--- START ---
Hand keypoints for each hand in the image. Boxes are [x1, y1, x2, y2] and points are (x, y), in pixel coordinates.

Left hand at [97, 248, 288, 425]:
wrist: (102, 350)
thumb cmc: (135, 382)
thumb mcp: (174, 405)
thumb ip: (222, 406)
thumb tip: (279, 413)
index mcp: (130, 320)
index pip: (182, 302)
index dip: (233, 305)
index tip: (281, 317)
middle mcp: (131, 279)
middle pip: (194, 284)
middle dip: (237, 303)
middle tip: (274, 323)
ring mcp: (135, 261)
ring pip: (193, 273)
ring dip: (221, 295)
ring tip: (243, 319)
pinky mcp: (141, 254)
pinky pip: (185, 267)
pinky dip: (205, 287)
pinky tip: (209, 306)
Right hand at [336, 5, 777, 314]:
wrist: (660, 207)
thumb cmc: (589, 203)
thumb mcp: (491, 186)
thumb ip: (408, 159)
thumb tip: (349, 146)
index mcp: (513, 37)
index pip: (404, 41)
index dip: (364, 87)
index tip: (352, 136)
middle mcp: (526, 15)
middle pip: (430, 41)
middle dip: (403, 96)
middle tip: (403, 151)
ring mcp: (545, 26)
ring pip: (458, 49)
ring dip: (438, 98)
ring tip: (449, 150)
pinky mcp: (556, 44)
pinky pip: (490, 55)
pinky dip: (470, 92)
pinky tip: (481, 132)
--- END ---
--- START ---
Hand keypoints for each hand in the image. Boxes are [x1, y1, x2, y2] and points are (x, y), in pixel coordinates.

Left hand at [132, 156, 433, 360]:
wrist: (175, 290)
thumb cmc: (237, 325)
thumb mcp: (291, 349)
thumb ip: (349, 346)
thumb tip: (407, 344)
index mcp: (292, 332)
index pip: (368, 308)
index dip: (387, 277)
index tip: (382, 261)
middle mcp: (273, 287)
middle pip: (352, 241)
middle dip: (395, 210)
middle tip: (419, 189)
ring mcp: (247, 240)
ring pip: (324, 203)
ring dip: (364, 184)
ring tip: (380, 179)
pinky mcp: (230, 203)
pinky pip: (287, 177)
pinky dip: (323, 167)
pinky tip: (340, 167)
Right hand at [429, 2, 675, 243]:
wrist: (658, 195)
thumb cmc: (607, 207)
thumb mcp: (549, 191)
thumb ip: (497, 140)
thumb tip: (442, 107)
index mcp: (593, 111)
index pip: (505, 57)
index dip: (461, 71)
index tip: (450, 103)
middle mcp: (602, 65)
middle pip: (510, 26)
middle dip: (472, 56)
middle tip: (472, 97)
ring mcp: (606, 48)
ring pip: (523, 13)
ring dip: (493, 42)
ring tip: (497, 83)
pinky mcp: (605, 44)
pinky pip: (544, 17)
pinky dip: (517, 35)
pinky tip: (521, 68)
--- END ---
* _Task requirements_
Looking at the data above, write out exactly the lines that start at the one containing "ring tip: (243, 319)" and end at the one containing "pinky tip: (481, 132)"; include both and nothing beyond.

* _Result_
ring tip: (243, 319)
pinky mcp: (141, 254)
pinky pip: (185, 267)
pinky dip: (205, 287)
pinky tip: (209, 306)
Right hand at [336, 5, 777, 314]:
wrist: (660, 207)
thumb cmc: (589, 203)
thumb mcp: (491, 186)
thumb ip: (408, 159)
thumb tip: (349, 146)
index mcp: (513, 37)
index pip: (404, 41)
index dip: (364, 87)
index tip: (352, 136)
middle mcp: (526, 15)
middle pip: (430, 41)
middle dip: (403, 96)
middle tip: (403, 151)
ring mcp: (545, 26)
ring pip: (458, 49)
ring dip: (438, 98)
ring tip: (449, 150)
pinky mcp: (556, 44)
pinky pip: (490, 55)
pinky dip: (470, 92)
pinky tip: (481, 132)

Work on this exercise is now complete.